(Information shown):

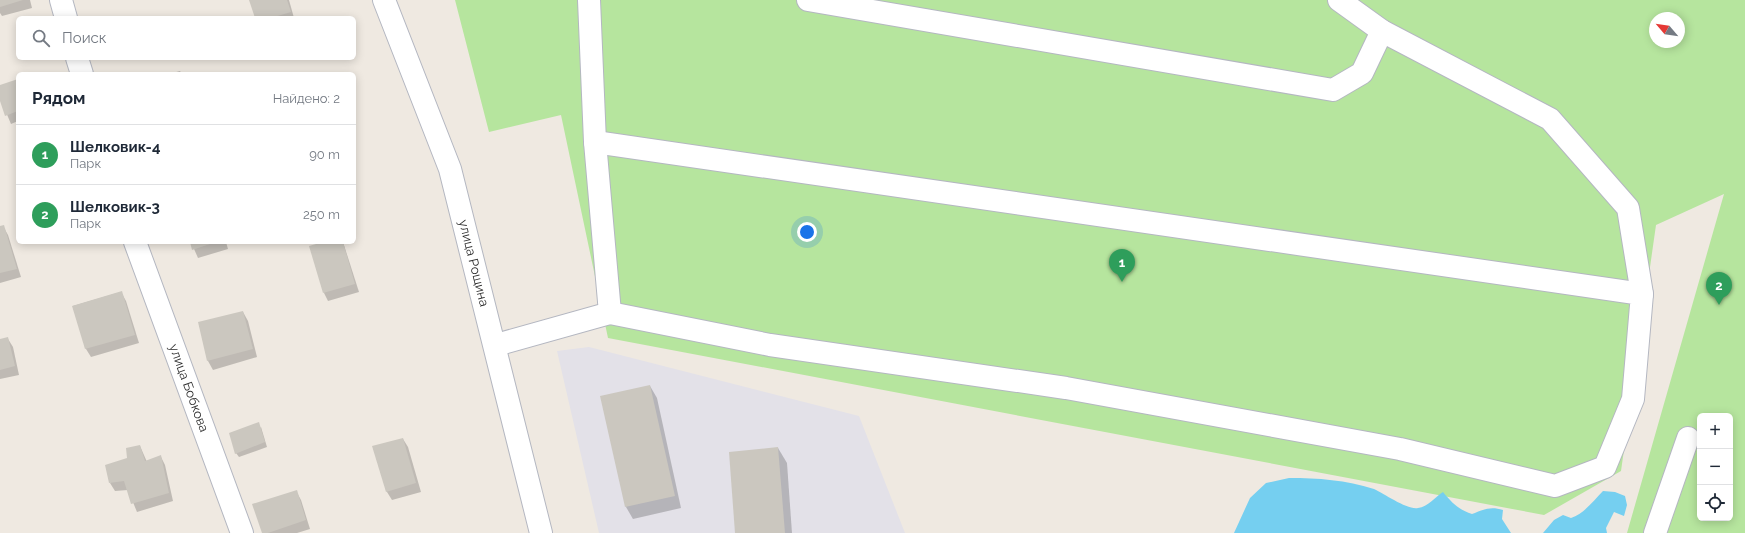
<!DOCTYPE html>
<html lang="ru">
<head>
<meta charset="utf-8">
<style>
  :root { --surface:#fff; --page:#f2f2f3; --text:#1f2937; --muted:#747a83; --line:#e0e1e3; --accent:#4264fb }
  body { margin:0; font-family:Raleway,sans-serif; background:var(--page); color:var(--text) }
  .controls { position:absolute; right:12px; bottom:12px; display:grid; overflow:hidden; border-radius:6px; box-shadow:0 2px 10px #0003 }
  .controls button { width:36px; height:36px; display:grid; place-items:center; padding:0; border:0; border-bottom:1px solid var(--line); background:var(--surface); color:var(--text); font:20px sans-serif }
  .compass { position:absolute; left:1649px; top:12px; width:36px; height:36px; border-radius:50%; background:var(--surface); box-shadow:0 2px 10px #0003; rotate:299deg }
  .you { position:absolute; left:807px; top:232px; width:14px; height:14px; margin:-10px; border:3px solid #fff; border-radius:50%; background:#1a73e8; box-shadow:0 0 0 6px #1a73e833 }
  .badge { display:grid; place-items:center; width:26px; height:26px; border-radius:50%; background:var(--accent); color:#fff; font-size:13px; font-weight:700 }
  .pin { position:absolute; translate:-50% -33px; filter:drop-shadow(0 1px 2px #0008) }
  .pin::after { content:''; position:absolute; top:21px; width:14px; height:12px; background:inherit; clip-path:polygon(0 0,100% 0,50% 100%) }
  .list { margin:0; padding:0; list-style:none }
  h2 { display:flex; justify-content:space-between; align-items:center; height:52px; margin:0; padding:0 16px; font-size:17px }
  h2 small { font-size:13px; font-weight:400; color:var(--muted) }
  .list li { display:grid; grid-template-columns:26px 1fr auto; gap:12px; align-items:center; box-sizing:border-box; height:60px; padding:0 16px; border-top:1px solid var(--line) }
  .list b { display:block; font-size:15px; white-space:nowrap }
  .list p { margin:0; font-size:13px; white-space:nowrap; color:var(--muted) }
  .list em { font-size:13px; font-style:normal; color:var(--muted) }
  .icon { flex:none; width:22px; height:22px; fill:none; stroke:currentColor; stroke-width:2; stroke-linecap:round; stroke-linejoin:round }
  .map { position:relative; flex:none; width:1745px; height:533px; overflow:hidden }
  .search { position:absolute; background:var(--surface); box-shadow:0 2px 10px #0003; left:16px; top:16px; width:340px; height:44px; display:flex; align-items:center; gap:10px; box-sizing:border-box; padding:0 14px; border-radius:6px; color:var(--muted); font-size:15px }
  .panel { position:absolute; background:var(--surface); box-shadow:0 2px 10px #0003; left:16px; top:72px; width:340px; height:172px; border-radius:6px }
  .map>svg:first-child { display:block }
  .industrial { fill:#e3e1e8 }
  .green { fill:#b6e59e; fill-rule:evenodd }
  .water { fill:#75cff0 }
  .shadow { fill:#0003 }
  .building { fill:#cbc7bf }
  .lines { fill:none; stroke-linecap:round; stroke-linejoin:round }
  .minor-casing { stroke:#b4b7c1; stroke-width:24 }
  .minor { stroke:#fff; stroke-width:22 }
  .labels { text-anchor:middle; dominant-baseline:central; stroke-width:3.5; stroke-linejoin:round; paint-order:stroke }
  .street-label { font-size:13px; fill:#2e2e2e; stroke:#fff }
</style>
</head>
<body>
<div class="map">
<svg width="1745" height="533" viewBox="0 0 1745 533">
  <rect width="100%" height="100%" fill="#efe9e1"/>
  <!-- industrial -->
  <path class="industrial" d="M589 347 859 416 905 533H599L557 351Z"/>
  <!-- green -->
  <path class="green" d="M455 0H1745V533H1627L1724 194 1656 225 1621 471 1544 515 608 338 561 115 489 132ZM1655 18H1679V42H1655ZM1700 416H1730V518H1700Z"/>
  <!-- water -->
  <g class="water">
    <path d="M1289 478C1318 478 1346 480 1374 489 1385 494 1407 510 1418 508 1428 507 1435 497 1443 492 1452 503 1459 510 1472 514 1484 509 1491 506 1503 510L1502 519 1511 533H1234L1250 498 1266 483Z"/>
    <path d="M1603 491 1615 492 1625 496 1627 505 1624 516 1614 512 1606 528 1607 533H1543L1554 520 1563 515 1571 518C1584 514 1594 500 1603 491Z"/>
  </g>
  <!-- shadow -->
  <g class="shadow">
    <path d="M0 0H30L32 8 2 16 0 13Z"/>
    <path d="M250 0H289L294 18H256Z"/>
    <path d="M180 71 182 74H169Z"/>
    <path d="M18 80V121L11 124 0 98V86Z"/>
    <path d="M3 226 8 235 21 277 0 283V227Z"/>
    <path d="M191 242H226L228 249 198 258Z"/>
    <path d="M326 242H343L359 292 328 301 324 293Z"/>
    <path d="M121 292 126 301 139 343 91 357 86 349 73 306Z"/>
    <path d="M243 312 248 321 257 357 213 370 208 361 199 323Z"/>
    <path d="M8 339 13 347 19 375 0 379V340Z"/>
    <path d="M650 386 657 398 681 508 633 519 626 507Z"/>
    <path d="M261 427 267 447 239 457 236 453Z"/>
    <path d="M403 439 408 447 421 492 392 500 387 492 373 447Z"/>
    <path d="M140 446 147 462 161 457 165 465 173 501 137 512 128 490 115 491 110 483Z"/>
    <path d="M778 448 787 463 792 533H736Z"/>
    <path d="M296 491 301 500 310 529 297 533H263Z"/>
  </g>
  <!-- building -->
  <g class="building">
    <path d="M0 0H23L0 7Z"/>
    <path d="M249 0H287L291 12 271 18H255Z"/>
    <path d="M18 79V111L5 116 0 101V85Z"/>
    <path d="M4 225 17 269 0 273V226Z"/>
    <path d="M190 242H216L192 250Z"/>
    <path d="M323 242H343L355 284 323 293 309 246Z"/>
    <path d="M122 291 135 335 85 349 72 306Z"/>
    <path d="M243 311 253 349 207 361 198 322Z"/>
    <path d="M8 337 15 366 0 370V339Z"/>
    <path d="M650 385 675 496 625 507 600 396Z"/>
    <path d="M259 422 265 442 235 454 229 433Z"/>
    <path d="M403 438 416 483 386 492 372 446Z"/>
    <path d="M140 445 145 461 161 455 169 493 131 504 124 481 109 483 105 465 127 458 126 448Z"/>
    <path d="M778 447 785 533H735L729 452Z"/>
    <path d="M297 490 306 520 268 533H262L252 504Z"/>
  </g>
  <g class="lines">
    <defs>
      <g id="minor">
        <path d="M61 0 66 18"/>
        <path d="M384 0 450 169 541 533"/>
        <path d="M808 0 1333 90 1362 73 1382 31"/>
        <path d="M1339 0 1382 31 1550 119 1628 208 1642 294"/>
        <path d="M77 58 82 74"/>
        <path d="M595 142 1642 294 1633 399 1605 467 1555 486 1400 449 1066 388 770 345 610 313"/>
        <path d="M135 242 242 533"/>
        <path d="M496 345 610 313 595 142 589 0"/>
        <path d="M1655 533 1688 438"/>
      </g>
    </defs>
    <!-- minor casing -->
    <use href="#minor" class="minor-casing"/>
    <!-- minor -->
    <use href="#minor" class="minor"/>
  </g>
  <g class="labels">
    <!-- street labels -->
    <g class="street-label">
      <text transform="translate(474 263) rotate(76)">улица Рощина</text>
      <text transform="translate(189 388) rotate(70)">улица Бобкова</text>
    </g>
  </g>
</svg>
<div class="controls">
<button>+</button>
<button>−</button>
<button><svg class="icon" aria-label="locate" viewBox="0 0 24 24"><circle cx="12" cy="12" r="6"/><path d="M12 2v4M12 18v4M2 12h4M18 12h4"/></svg></button>
</div>
<svg class="compass" viewBox="-18 -18 36 36"><path d="M0-13l5 13h-10z" fill="#e53935"/><path d="M0 13l5-13h-10z" fill="#747a83"/></svg>
<div class="you"></div>
<div class="pin badge" style="left:1122px;top:282px;background:#2e9e5b">1</div>
<div class="pin badge" style="left:1719px;top:305px;background:#2e9e5b">2</div>
<div class="search"><svg class="icon" aria-label="search" viewBox="0 0 24 24"><circle cx="10" cy="10" r="6"/><path d="M15 15l6 6"/></svg>Поиск</div>
<section class="panel">
<h2>Рядом<small>Найдено: 2</small></h2>
<ul class="list">
<li><span class="badge" style="background:#2e9e5b">1</span><div><b>Шелковик-4</b><p>Парк</p></div><em>90 m</em></li>
<li><span class="badge" style="background:#2e9e5b">2</span><div><b>Шелковик-3</b><p>Парк</p></div><em>250 m</em></li>
</ul>
</section>
</div>
</body>
</html>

(Problem details): Your answer should contain only the lines from the beginning of the listing above through the line with "--surface:#fff; --page:#f2f2f3; --text:#1f2937;", copied exactly and without the pictures.

(Exercise result):
<!DOCTYPE html>
<html lang="ru">
<head>
<meta charset="utf-8">
<style>
  :root { --surface:#fff; --page:#f2f2f3; --text:#1f2937; --muted:#747a83; --line:#e0e1e3; --accent:#4264fb }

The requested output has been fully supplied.